Got to be 'Christine' for me...classic !!!!


----------



## Big Buffer (Jan 1, 2011)

After debate i got to say there are a few that are best. Cant choose one on its own


----------



## Serious Performance (Oct 26, 2005)

Was very impressed with RUSH at the weekend... Maybe not all time fave but definately up there amongst them. A really well made film.


----------



## DJ X-Ray (Sep 2, 2012)

Le Mans


----------



## andy665 (Nov 1, 2005)

Faszination (Ruf 911 Yellowbird at the Ring)

Rendezvous


----------



## johanr77 (Aug 4, 2011)

Vanishing Point 
Gumball Rally


----------



## T.D.K (Mar 16, 2011)

Vanishing point! A bit weird in places but the car is just amazing.


----------



## GarveyVW (Jun 28, 2013)

The Hitcher (Rutger Hauer version)
Mad Max 2 (Preferred to first)
Goodbye Pork Pie
Duel
Thelma And Louise
The Italian Job (Original)
Smokey And The Bandit

Not necessarily in that order


----------



## stonejedi (Feb 2, 2008)

Wraith.SJ.


----------



## Vossman (Aug 5, 2010)

Vanishing point for me too :thumb:


----------



## Johnsy (Oct 20, 2013)

loved vanishing point, 

has death proof been mentioned and a japanese one called Inital'D. naff story line,quite funny buty plenty of old school jap machinery oh and plenty drifiting if that your thing


----------



## Cookies (Dec 10, 2008)

What about the blast through Paris - IIRC it's called C'etait un rendezvous - check it out on you tube as it's about 8 mins long.

Cooks


----------



## Snowy172 (Oct 2, 2013)

Cookies said:


> What about the blast through Paris - IIRC it's called C'etait un rendezvous - check it out on you tube as it's about 8 mins long.
> 
> Cooks


can't find it on you tube


----------



## m1pui (Jul 24, 2009)

Ronin


----------



## Johnny_B (Feb 3, 2013)

The old gumball rally .. God its great


----------



## Porkypig (Jun 20, 2012)

Has anyone mentioned this one yet? IMMENSE!!!

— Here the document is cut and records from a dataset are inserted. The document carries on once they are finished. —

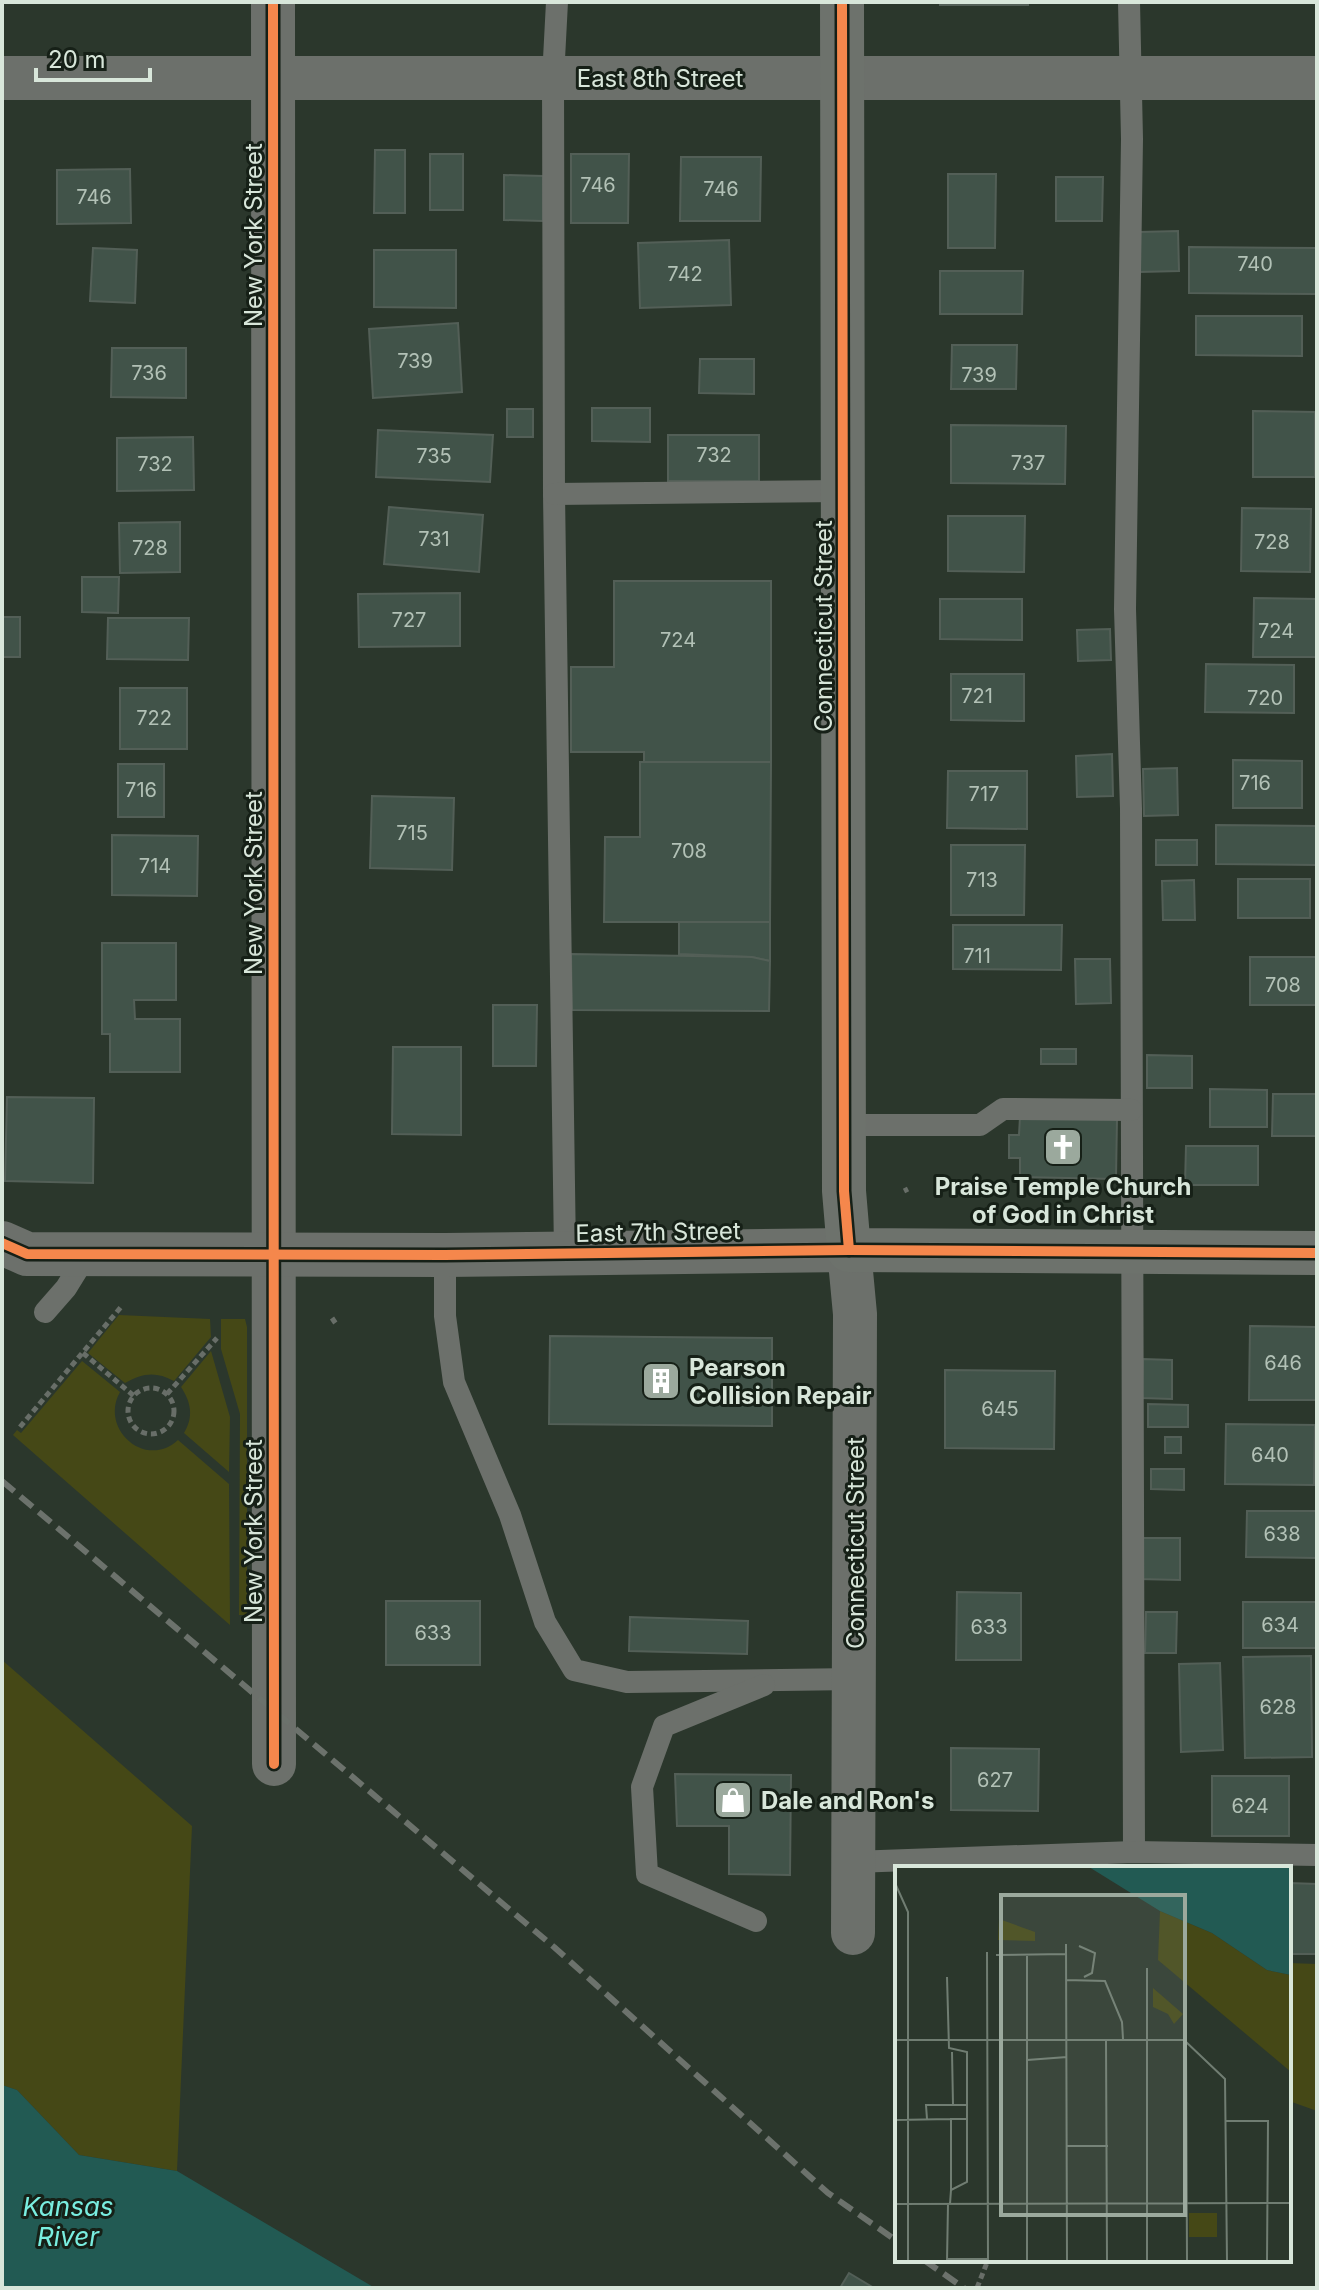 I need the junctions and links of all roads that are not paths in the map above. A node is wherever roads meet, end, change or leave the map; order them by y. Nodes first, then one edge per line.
1 (273, 2) edge
2 (557, 2) edge
3 (842, 2) edge
4 (1129, 2) edge
5 (2, 78) edge
6 (273, 78) junction
7 (553, 78) junction
8 (1131, 78) junction
9 (1317, 78) edge
10 (842, 79) junction
11 (843, 491) junction
12 (554, 494) junction
13 (1131, 1110) junction
14 (844, 1125) junction
15 (2, 1243) edge
16 (849, 1250) junction
17 (1131, 1251) junction
18 (565, 1253) junction
19 (1317, 1253) edge
20 (87, 1254) junction
21 (273, 1254) junction
22 (445, 1255) junction
23 (45, 1312) dead end
24 (777, 1679) junction
25 (855, 1679) junction
26 (274, 1764) dead end
27 (1134, 1852) junction
28 (1317, 1855) edge
29 (853, 1862) junction
30 (756, 1921) dead end
31 (853, 1933) dead end

1 - 6 street, New York Street
2 - 7 lane
3 - 10 street, Connecticut Street
4 - 8 lane
5 - 6 street, East 8th Street
6 - 7 street, East 8th Street
6 - 21 street, New York Street
7 - 10 street, East 8th Street
7 - 12 lane
8 - 9 street, East 8th Street
8 - 10 street, East 8th Street
8 - 13 lane
10 - 11 street, Connecticut Street
11 - 12 lane
11 - 14 street, Connecticut Street
12 - 18 lane
13 - 14 lane
13 - 17 lane
14 - 16 street, Connecticut Street
15 - 20 street, East 7th Street
16 - 17 street, East 7th Street
16 - 18 street, East 7th Street
16 - 25 street, Connecticut Street
17 - 19 street, East 7th Street
17 - 27 lane
18 - 22 street, East 7th Street
20 - 21 street, East 7th Street
20 - 23 lane
21 - 22 street, East 7th Street
21 - 26 street, New York Street
22 - 24 lane
24 - 25 lane
24 - 30 lane
25 - 29 street, Connecticut Street
27 - 28 lane
27 - 29 lane
29 - 31 street, Connecticut Street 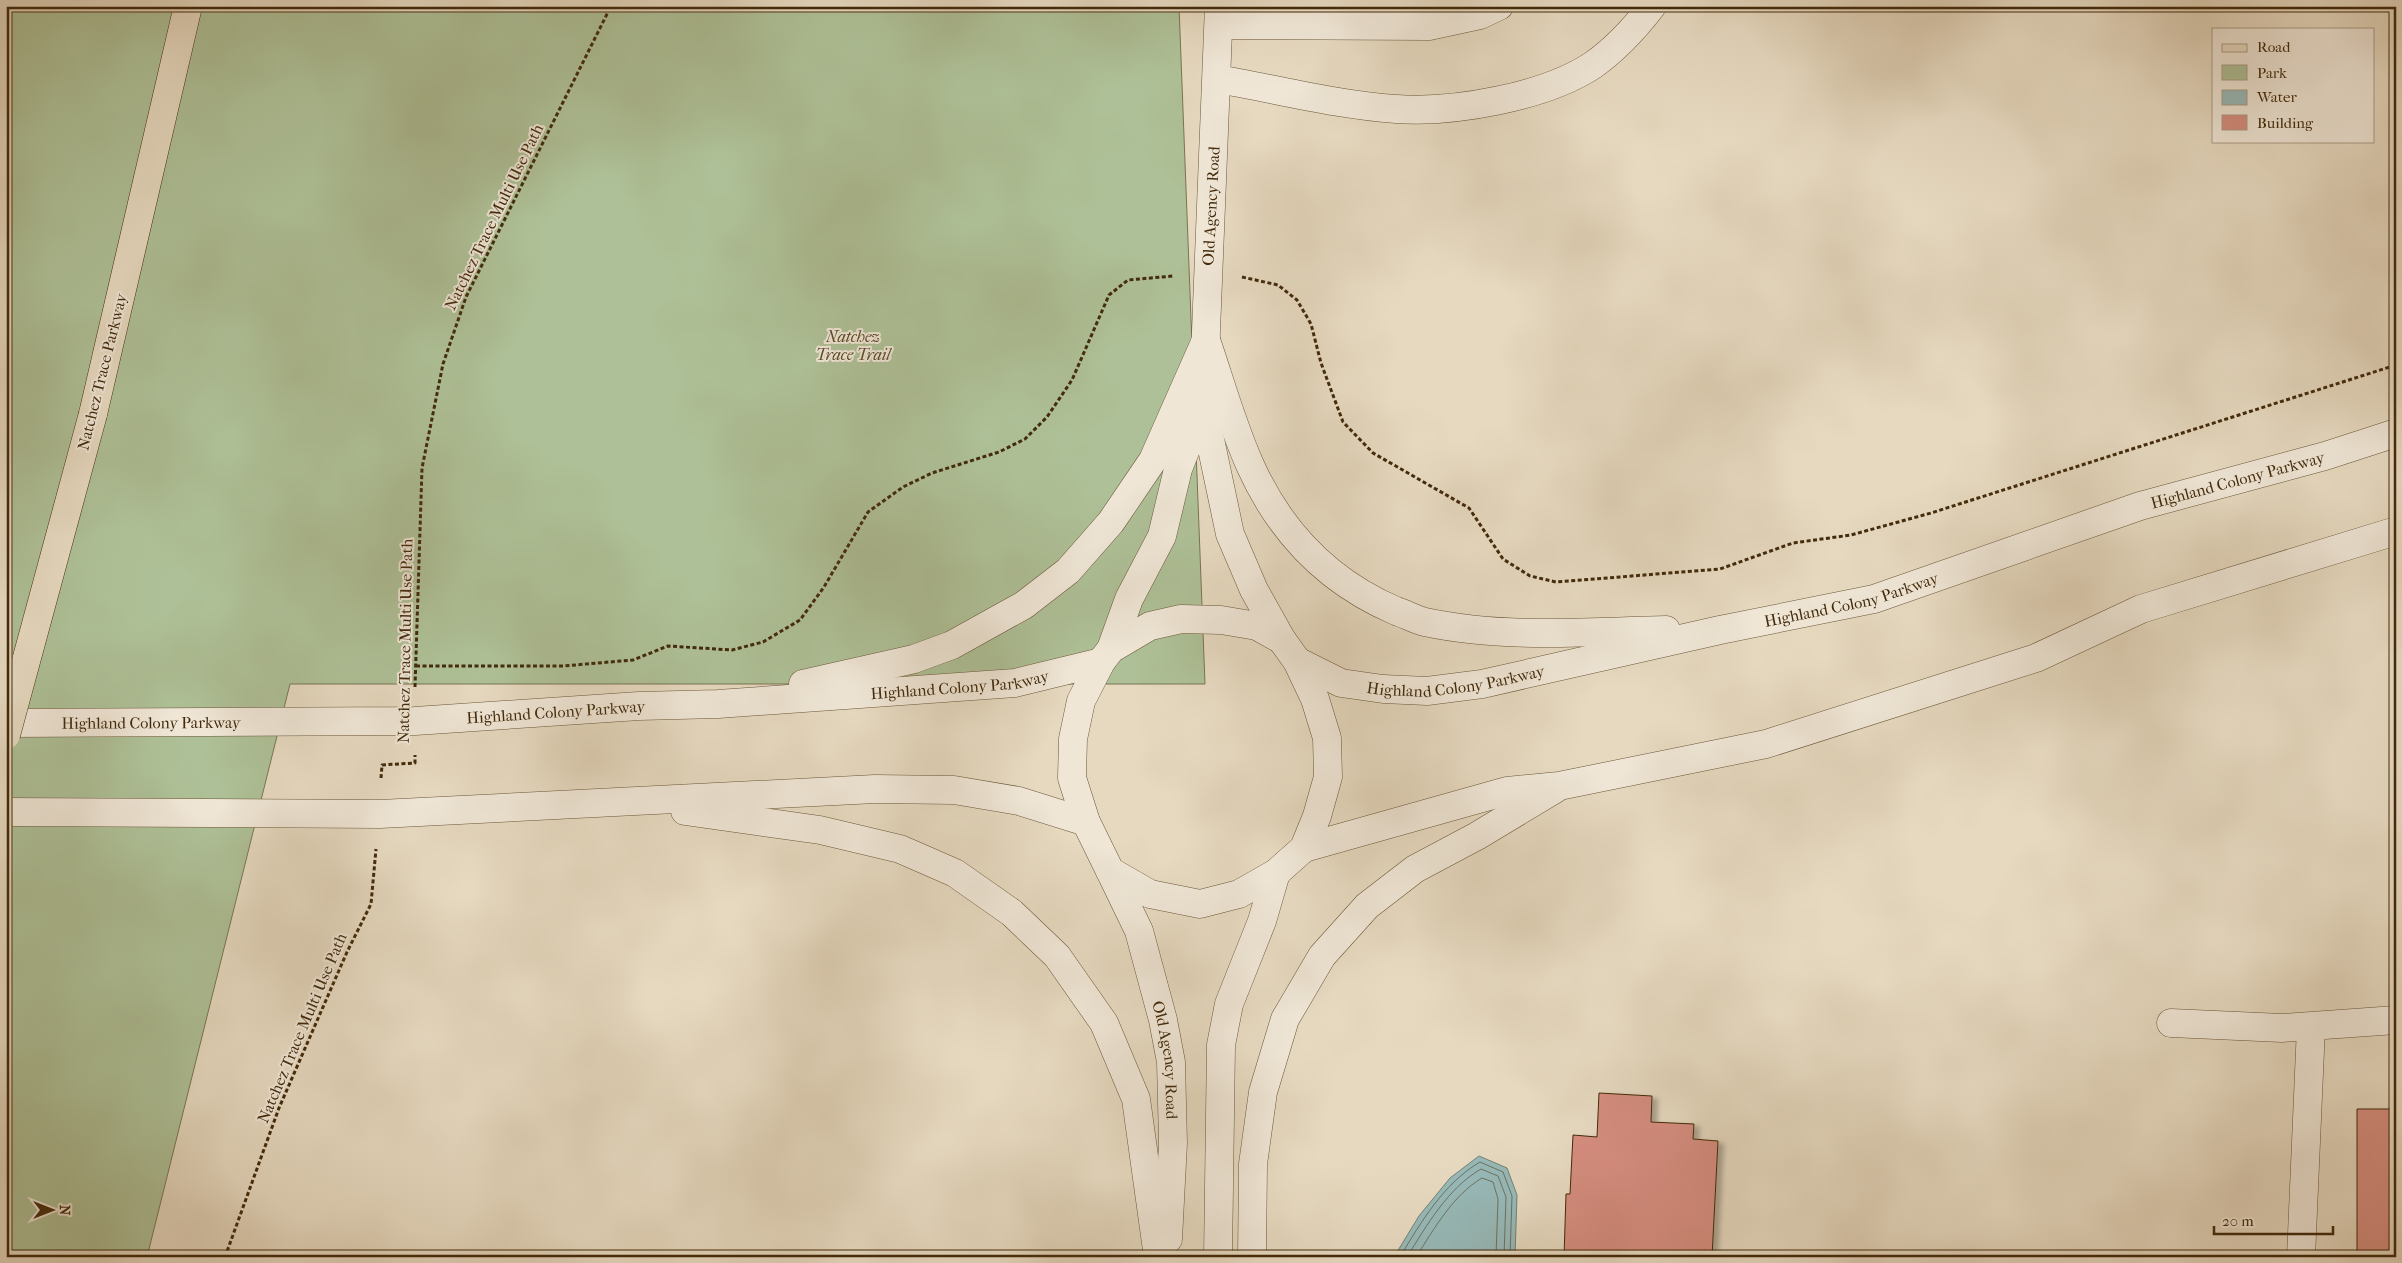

Super Speedway. It is filmed on high def IMAX cameras and through a decent home cinema it just rocks!!


----------



## khurum6392 (Oct 11, 2012)

Anybody seen getaway abt the invincible mustang gt thats a good car film


----------



## muzzer (Feb 13, 2011)

C'etat un Rendezvous
Two Lane Blacktop
and one that nobody has mentioned yet

Dirty Mary, Crazy Larry.


----------



## Chris_911 (Jul 31, 2013)

muzzer42 said:


> C'etat un Rendezvous
> Two Lane Blacktop
> and one that nobody has mentioned yet
> 
> Dirty Mary, Crazy Larry.


Good call :driver:


----------



## InvaderZim (Aug 24, 2010)

Snowy172 said:


> can't find it on you tube


This one?
https://www.safarious.com/en/posts/...happen-to-own-a-ferrari-and-have-a-death-wish


----------



## Cookies (Dec 10, 2008)

Snowy172 said:


> can't find it on you tube


I just checked again there and found it no probs. Hmmm. Give it another go snowy - C'etait un rendezvous. It's great!


----------



## m2srt (Oct 5, 2012)

To name but a few...

Vanishing point,

Mad Max 1

Two lane brick top

Days of Thunder

Ronin

Christine

Redline 9000 rpm

Winning

Le Mans

Grand Prix

Senna

bullitt

Dirty Mary, Crazy Larry

The Driver


----------



## PaulN (Jan 17, 2008)

The Italian Job Mk1 IMO has it all... 

I wish the starting scene went on for another 5 minutes of mountain road driving


----------



## ITSonlyREECE (Jun 10, 2012)

There are so many!

Here are three of my favs (with trailers for those who haven't seen them):

Love The Beast (Eric Bana car documentary - *must see*)
Trailer: 




Any Gumball 3000 film/documentary (if you can call them films)
'Number 13' trailer: 




No Mans Land (Old school Fast & Furious but with Porsches and a young Charlie Sheen!)
Trailer:


----------



## sfstu (Aug 3, 2010)

ITSonlyREECE said:


> There are so many!
> 
> Here are a three of my favs (with trailers for those who haven't seen them):
> 
> ...


just watched the trailer for love the beast...looks good, will check it out...:thumb:


----------



## ITSonlyREECE (Jun 10, 2012)

sfstu said:


> just watched the trailer for love the beast...looks good, will check it out...:thumb:


You won't regret it :thumb:

I come across it by chance when flicking through tv channels late one night while half asleep. Needless to say I was well and truly awake once I started watching it!


----------



## Trip tdi (Sep 3, 2008)

The Wraith is a good one, a very old skool movie.


----------



## TheStig89 (Jun 13, 2009)

Vanishing Point and DM,CL for me, I loved the way they were more about the driving than the story, it was just a bonus that it wasn't horrible.

Mind you I'm only 24, I watched them a few years back and loved them even in this day and age!


----------



## Andyg_TSi (Sep 6, 2013)

Duel - a brilliant thriller, one of Speilberg's 1st movies

Cannonball Run

Smokey & the Bandit

Bullitt

Mad Max

Sooo many to mention


----------